(Assigned task)
Your answer should be the lines of the listing that contain the word "Circle".
[[ Records for processing, beginning ]]
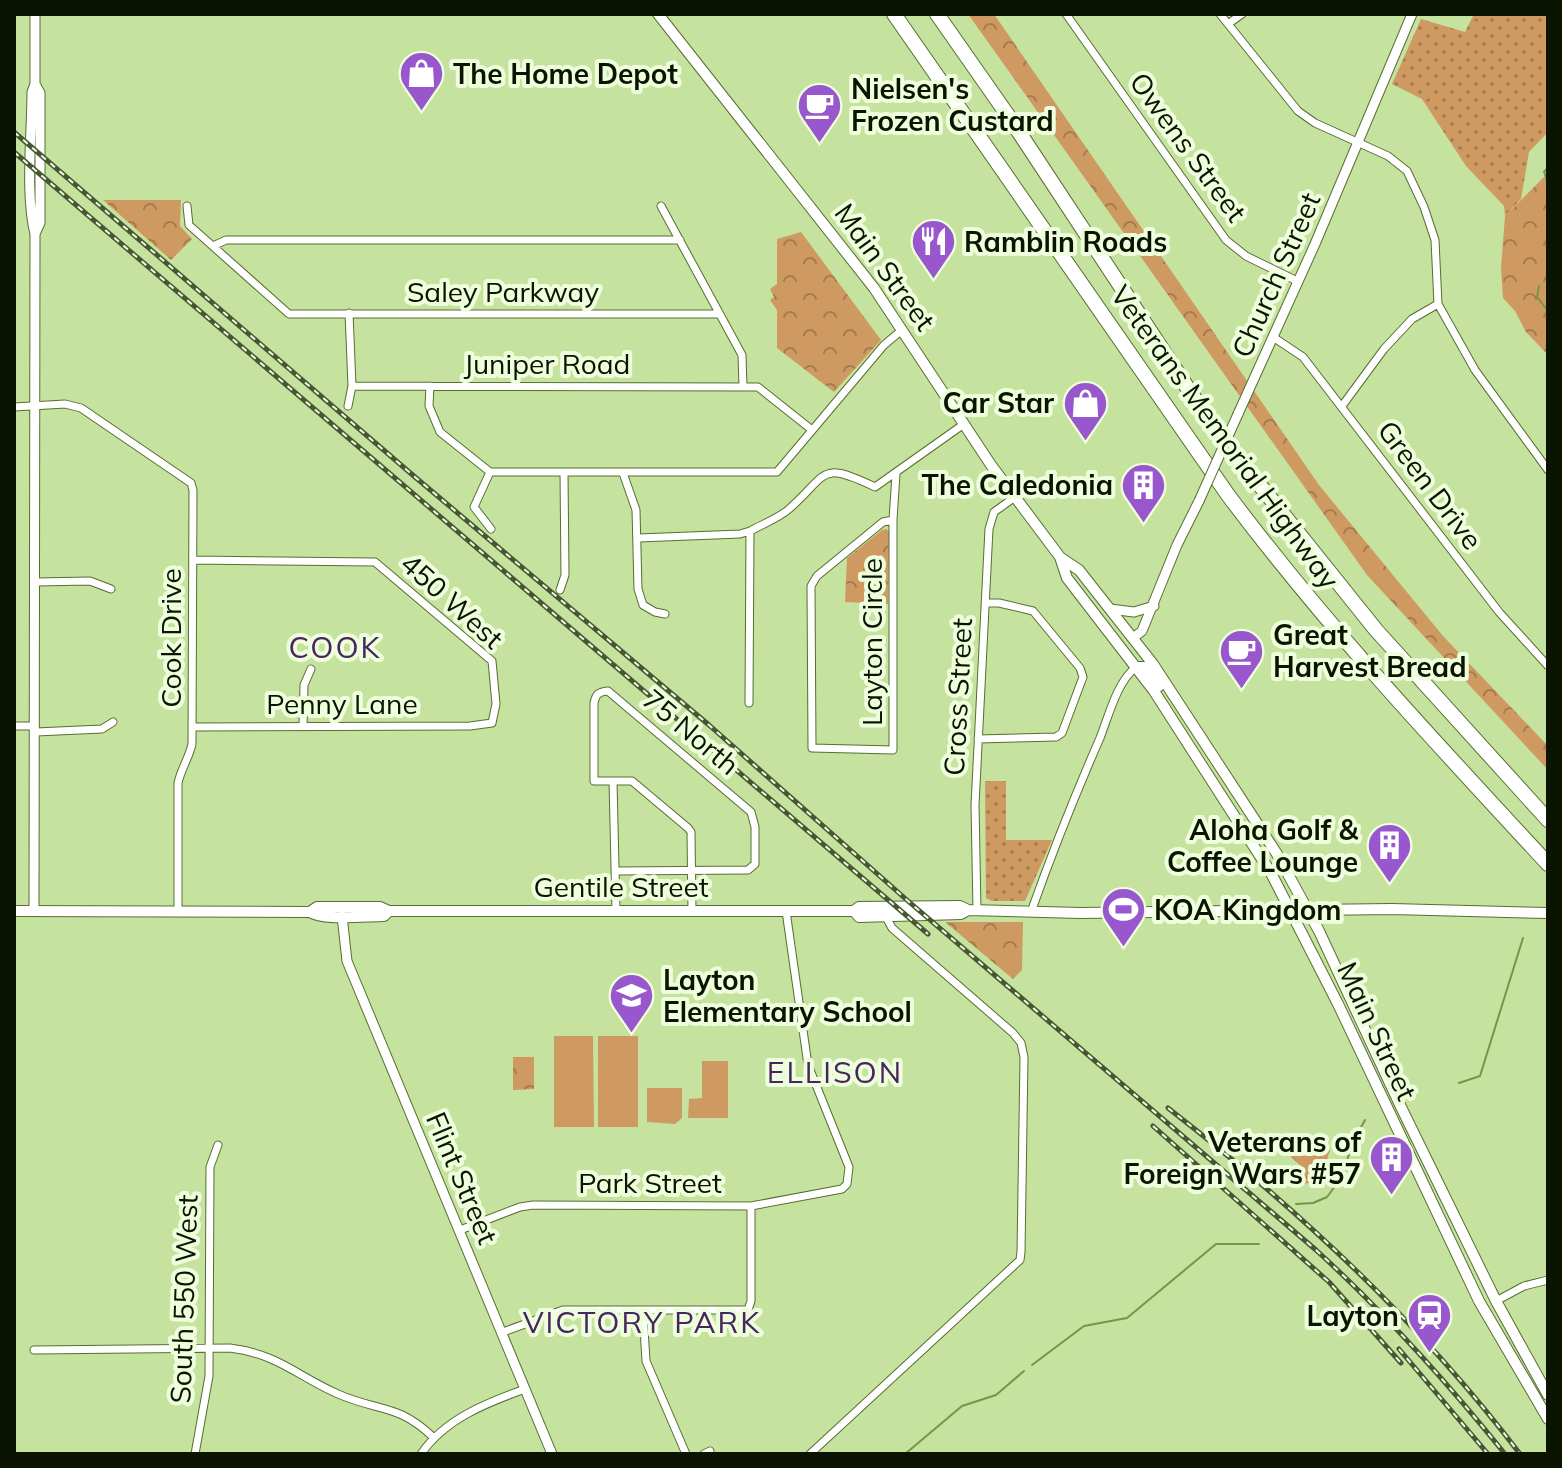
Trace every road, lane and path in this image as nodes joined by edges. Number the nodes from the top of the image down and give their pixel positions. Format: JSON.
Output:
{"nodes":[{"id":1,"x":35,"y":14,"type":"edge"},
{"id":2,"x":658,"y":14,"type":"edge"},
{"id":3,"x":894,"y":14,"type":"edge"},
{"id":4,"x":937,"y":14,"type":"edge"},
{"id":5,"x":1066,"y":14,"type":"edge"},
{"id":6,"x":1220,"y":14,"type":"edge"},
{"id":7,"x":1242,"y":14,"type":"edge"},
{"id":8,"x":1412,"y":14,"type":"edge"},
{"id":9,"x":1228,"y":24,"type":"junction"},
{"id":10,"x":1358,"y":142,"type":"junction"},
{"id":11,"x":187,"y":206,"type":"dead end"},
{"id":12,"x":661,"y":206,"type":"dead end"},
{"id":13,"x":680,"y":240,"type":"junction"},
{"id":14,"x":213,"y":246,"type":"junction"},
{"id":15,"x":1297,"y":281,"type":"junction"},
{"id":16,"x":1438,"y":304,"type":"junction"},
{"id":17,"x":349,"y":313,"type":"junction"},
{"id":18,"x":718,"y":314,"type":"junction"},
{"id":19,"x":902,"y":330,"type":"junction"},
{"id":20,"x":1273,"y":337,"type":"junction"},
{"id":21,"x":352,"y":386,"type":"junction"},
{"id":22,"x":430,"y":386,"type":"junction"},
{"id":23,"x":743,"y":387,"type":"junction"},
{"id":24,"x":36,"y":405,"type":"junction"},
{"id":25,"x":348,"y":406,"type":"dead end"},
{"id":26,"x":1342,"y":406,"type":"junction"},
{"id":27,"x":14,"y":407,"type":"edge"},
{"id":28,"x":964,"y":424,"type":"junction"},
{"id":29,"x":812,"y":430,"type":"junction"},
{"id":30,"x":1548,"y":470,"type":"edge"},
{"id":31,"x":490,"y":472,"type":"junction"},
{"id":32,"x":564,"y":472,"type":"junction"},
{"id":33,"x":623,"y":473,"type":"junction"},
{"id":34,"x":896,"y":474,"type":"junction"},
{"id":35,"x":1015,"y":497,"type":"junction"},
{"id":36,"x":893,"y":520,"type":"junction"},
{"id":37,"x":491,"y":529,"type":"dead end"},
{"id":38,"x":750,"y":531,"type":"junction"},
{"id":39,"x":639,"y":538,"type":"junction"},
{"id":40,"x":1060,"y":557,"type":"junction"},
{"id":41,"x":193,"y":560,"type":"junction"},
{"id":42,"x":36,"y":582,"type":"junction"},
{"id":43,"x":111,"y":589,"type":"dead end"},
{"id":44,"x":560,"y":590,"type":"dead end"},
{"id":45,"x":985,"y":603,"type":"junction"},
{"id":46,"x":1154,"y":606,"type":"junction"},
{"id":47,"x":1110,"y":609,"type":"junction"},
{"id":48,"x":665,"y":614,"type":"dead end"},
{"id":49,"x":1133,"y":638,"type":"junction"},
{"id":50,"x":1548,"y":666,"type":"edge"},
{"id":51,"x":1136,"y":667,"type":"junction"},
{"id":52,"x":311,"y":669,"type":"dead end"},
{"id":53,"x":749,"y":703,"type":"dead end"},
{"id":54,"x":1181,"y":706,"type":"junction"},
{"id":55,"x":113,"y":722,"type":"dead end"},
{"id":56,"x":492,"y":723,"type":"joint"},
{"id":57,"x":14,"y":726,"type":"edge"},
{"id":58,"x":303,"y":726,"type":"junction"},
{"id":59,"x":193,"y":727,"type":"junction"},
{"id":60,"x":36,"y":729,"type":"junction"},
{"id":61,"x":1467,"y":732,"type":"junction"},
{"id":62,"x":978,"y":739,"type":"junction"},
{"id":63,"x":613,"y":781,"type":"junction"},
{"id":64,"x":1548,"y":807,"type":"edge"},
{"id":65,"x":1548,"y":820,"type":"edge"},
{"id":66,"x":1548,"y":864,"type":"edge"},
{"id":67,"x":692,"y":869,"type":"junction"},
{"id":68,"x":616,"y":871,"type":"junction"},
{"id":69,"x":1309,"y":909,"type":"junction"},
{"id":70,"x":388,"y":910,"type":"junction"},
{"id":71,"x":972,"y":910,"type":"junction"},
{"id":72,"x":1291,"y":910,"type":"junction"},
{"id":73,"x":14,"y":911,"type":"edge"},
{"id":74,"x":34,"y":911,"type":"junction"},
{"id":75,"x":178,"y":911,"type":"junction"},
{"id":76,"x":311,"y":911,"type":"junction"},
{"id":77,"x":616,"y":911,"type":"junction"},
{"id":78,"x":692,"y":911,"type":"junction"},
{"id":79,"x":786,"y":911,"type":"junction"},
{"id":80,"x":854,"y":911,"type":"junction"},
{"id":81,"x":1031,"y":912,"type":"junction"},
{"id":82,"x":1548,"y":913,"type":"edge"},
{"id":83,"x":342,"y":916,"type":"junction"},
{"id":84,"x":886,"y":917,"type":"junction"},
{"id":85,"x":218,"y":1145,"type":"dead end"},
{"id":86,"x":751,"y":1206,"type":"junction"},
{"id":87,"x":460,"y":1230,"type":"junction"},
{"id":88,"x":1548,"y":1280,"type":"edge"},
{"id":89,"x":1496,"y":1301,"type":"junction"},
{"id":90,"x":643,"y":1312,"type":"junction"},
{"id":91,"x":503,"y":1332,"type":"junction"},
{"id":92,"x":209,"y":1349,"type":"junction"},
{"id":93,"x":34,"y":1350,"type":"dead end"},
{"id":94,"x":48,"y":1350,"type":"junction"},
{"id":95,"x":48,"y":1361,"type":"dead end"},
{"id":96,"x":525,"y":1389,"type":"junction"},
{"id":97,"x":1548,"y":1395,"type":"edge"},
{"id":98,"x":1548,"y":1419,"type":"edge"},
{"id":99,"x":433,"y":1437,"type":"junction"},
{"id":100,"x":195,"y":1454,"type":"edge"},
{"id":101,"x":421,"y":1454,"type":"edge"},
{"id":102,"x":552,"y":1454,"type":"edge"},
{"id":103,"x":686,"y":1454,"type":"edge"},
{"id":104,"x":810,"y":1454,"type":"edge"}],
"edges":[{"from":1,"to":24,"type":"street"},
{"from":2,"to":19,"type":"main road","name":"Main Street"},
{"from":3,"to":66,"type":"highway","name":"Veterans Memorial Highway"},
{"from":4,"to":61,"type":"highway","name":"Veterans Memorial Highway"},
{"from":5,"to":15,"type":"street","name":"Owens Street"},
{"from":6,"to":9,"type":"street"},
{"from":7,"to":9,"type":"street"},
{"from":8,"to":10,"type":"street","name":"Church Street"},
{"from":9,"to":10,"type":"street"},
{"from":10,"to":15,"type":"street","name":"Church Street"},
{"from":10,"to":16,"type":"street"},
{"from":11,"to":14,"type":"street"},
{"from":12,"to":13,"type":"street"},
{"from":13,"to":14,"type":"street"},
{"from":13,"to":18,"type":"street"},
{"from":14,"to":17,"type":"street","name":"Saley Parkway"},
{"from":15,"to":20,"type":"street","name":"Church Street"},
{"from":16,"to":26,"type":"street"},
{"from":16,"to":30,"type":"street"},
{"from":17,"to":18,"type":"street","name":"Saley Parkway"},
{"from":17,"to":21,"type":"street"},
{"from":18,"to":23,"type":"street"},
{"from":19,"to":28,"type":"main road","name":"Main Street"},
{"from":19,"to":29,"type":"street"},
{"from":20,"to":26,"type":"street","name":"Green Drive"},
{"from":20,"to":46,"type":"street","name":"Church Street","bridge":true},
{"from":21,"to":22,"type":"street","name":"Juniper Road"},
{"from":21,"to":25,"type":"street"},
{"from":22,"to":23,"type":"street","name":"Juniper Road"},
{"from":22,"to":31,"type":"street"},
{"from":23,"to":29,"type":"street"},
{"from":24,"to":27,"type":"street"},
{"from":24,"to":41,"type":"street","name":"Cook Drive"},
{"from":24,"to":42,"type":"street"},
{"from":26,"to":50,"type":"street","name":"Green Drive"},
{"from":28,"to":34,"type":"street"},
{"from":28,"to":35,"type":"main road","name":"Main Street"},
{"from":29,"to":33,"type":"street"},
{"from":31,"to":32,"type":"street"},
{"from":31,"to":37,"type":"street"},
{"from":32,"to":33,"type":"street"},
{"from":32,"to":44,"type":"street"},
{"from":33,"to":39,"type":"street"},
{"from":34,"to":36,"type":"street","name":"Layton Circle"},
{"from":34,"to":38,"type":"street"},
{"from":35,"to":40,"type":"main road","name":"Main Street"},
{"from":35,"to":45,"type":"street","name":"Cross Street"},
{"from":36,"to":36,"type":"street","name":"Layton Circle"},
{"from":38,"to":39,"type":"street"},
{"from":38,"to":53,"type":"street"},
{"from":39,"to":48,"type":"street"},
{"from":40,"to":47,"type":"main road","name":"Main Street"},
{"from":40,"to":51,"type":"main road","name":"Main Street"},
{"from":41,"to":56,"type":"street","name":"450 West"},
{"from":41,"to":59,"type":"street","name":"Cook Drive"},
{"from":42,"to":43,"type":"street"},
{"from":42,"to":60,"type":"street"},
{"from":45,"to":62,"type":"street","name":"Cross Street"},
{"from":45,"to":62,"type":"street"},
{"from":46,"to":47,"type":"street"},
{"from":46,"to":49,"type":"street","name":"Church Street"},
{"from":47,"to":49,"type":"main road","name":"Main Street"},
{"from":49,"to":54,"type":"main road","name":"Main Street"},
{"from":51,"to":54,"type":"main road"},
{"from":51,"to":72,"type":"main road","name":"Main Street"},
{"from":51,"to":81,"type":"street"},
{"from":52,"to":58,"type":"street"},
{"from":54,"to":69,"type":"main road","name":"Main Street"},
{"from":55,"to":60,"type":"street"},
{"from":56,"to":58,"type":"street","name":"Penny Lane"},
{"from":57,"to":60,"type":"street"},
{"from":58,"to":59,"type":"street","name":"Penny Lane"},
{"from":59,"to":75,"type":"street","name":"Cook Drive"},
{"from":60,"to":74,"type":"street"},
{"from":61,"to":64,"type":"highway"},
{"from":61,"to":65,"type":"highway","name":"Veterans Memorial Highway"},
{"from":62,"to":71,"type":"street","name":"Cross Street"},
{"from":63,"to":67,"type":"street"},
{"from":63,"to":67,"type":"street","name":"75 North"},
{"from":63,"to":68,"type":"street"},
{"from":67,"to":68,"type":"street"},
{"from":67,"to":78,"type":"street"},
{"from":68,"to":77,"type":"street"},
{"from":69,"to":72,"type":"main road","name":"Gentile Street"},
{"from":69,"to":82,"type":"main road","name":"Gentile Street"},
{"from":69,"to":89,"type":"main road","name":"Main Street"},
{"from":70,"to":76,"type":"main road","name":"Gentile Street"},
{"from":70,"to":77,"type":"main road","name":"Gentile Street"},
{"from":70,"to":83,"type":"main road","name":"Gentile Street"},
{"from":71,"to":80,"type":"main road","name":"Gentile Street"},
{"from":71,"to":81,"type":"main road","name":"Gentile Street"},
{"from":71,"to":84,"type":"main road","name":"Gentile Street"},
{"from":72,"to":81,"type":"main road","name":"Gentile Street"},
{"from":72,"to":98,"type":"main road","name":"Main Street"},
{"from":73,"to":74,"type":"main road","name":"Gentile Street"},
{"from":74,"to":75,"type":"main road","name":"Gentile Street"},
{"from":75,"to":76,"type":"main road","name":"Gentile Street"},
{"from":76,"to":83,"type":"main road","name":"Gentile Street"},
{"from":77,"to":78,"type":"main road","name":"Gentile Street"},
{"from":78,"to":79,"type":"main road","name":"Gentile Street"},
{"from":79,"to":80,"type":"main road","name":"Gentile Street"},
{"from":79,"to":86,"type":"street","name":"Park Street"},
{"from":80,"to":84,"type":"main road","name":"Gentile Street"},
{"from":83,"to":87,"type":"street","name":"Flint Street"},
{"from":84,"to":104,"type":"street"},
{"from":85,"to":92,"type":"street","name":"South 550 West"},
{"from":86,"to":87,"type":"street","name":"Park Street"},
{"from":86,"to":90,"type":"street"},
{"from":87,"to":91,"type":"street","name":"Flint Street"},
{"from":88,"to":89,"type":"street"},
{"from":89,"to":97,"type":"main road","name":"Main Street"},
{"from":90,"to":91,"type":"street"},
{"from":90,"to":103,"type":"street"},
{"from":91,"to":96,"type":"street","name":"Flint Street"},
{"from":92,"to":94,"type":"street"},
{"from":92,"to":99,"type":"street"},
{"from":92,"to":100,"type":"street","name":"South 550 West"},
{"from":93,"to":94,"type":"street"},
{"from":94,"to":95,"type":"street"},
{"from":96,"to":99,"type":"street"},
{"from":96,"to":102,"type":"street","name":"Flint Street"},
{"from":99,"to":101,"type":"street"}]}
[[ Records for processing, end ]]
(Exercise answer)
{"from":34,"to":36,"type":"street","name":"Layton Circle"},
{"from":36,"to":36,"type":"street","name":"Layton Circle"},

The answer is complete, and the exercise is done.